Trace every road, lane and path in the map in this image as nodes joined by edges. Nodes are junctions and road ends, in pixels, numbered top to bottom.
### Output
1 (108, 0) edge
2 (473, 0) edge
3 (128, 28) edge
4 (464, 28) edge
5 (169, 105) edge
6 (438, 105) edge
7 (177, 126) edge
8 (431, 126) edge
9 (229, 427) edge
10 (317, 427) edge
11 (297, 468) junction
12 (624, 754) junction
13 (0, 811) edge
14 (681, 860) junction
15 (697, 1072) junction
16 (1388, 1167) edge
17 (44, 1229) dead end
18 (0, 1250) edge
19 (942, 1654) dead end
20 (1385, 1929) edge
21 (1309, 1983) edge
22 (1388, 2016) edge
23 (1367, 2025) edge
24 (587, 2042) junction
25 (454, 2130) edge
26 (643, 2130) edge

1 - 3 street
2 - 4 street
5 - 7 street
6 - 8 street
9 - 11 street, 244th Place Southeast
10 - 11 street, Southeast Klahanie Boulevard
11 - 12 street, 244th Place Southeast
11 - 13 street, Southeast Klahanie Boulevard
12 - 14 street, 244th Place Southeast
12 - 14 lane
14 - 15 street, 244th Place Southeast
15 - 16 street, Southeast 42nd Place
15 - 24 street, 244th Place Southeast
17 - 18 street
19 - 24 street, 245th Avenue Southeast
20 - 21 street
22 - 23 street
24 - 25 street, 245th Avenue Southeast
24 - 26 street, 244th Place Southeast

---

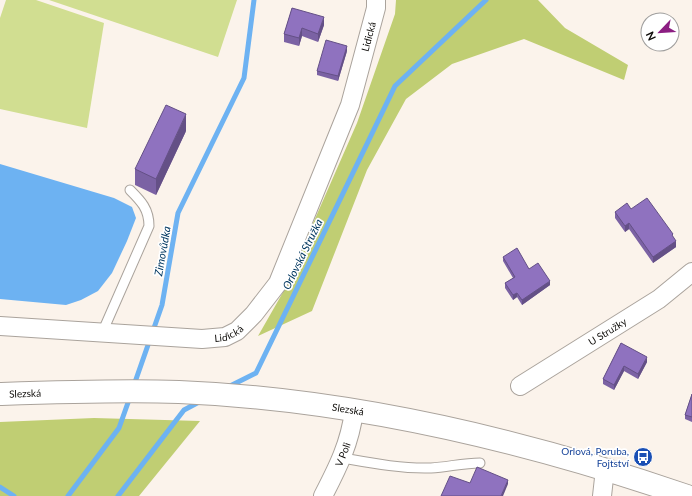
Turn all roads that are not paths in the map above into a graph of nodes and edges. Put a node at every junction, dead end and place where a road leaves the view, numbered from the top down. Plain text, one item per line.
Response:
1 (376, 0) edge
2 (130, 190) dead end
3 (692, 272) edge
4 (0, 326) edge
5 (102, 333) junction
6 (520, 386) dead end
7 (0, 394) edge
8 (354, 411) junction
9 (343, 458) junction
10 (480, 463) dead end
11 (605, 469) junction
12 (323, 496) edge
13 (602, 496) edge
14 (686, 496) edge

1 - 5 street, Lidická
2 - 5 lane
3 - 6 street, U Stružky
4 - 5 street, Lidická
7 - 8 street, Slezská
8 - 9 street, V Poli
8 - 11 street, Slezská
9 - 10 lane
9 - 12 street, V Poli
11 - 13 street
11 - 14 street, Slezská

...

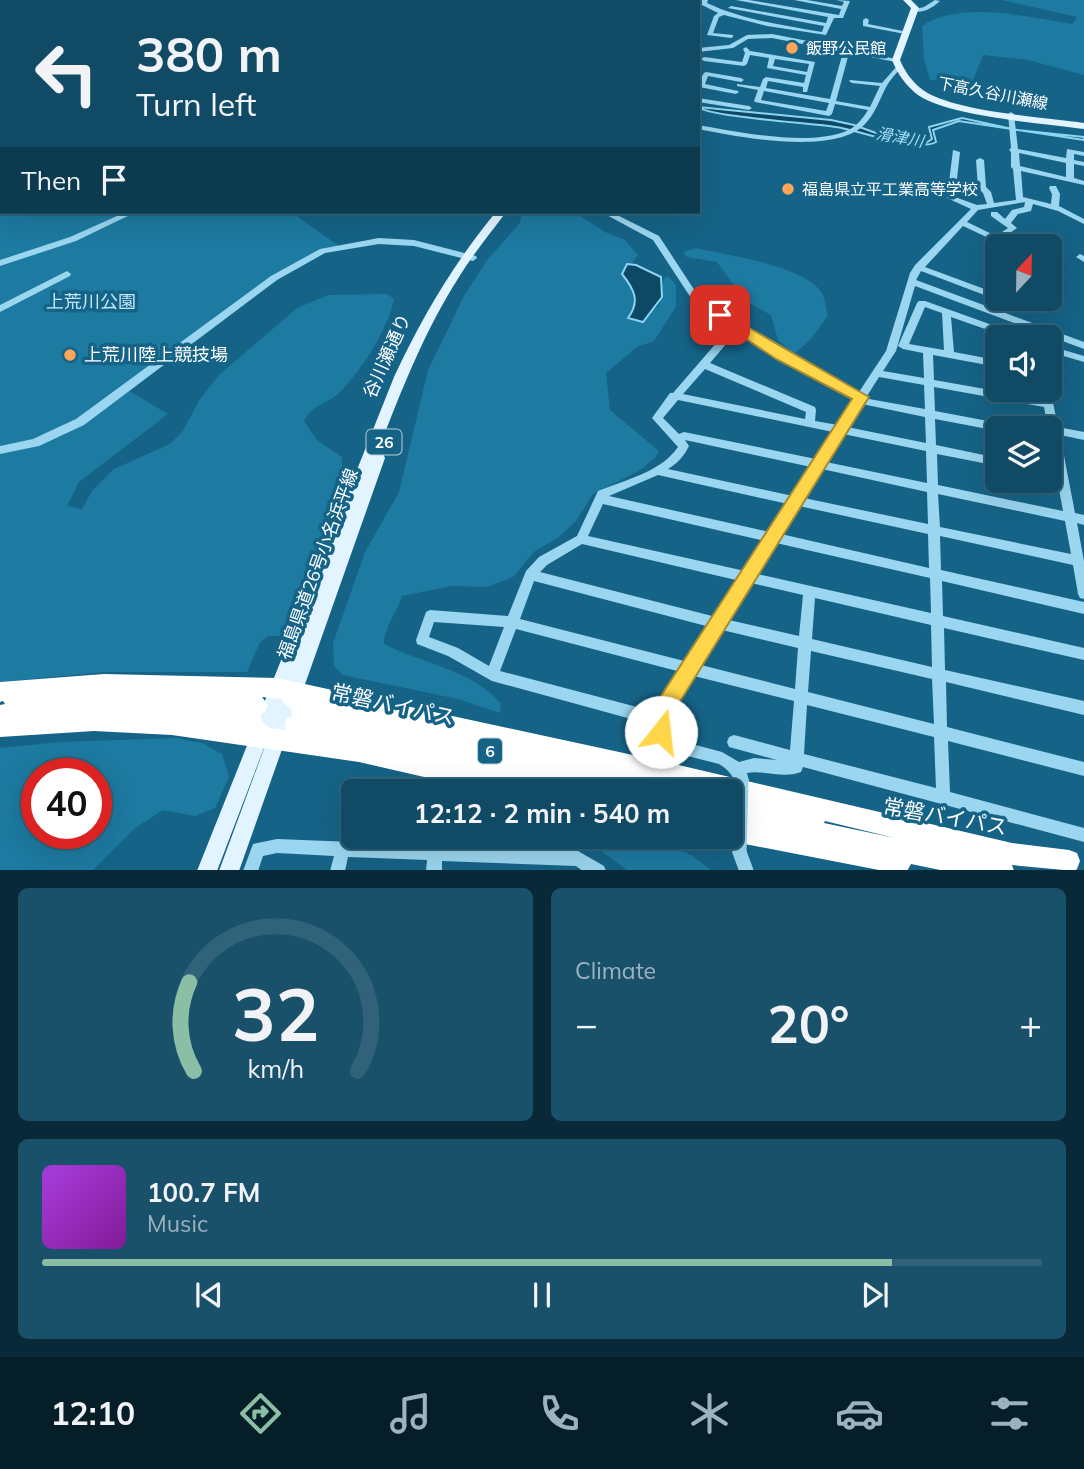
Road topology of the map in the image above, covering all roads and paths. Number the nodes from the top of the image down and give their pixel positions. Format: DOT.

◆ **Directions**: What lines in the data above carry "paths"? Return them all.

◆ **Task result**:
Turn all roads that are not paths in the map above into a graph of nodes and edges. Put a node at every junction, dead end and place where a road leaves the view, numbered from the top down. Plain text, one item per line.
Road topology of the map in the image above, covering all roads and paths. Number the nodes from the top of the image down and give their pixel positions. Format: DOT.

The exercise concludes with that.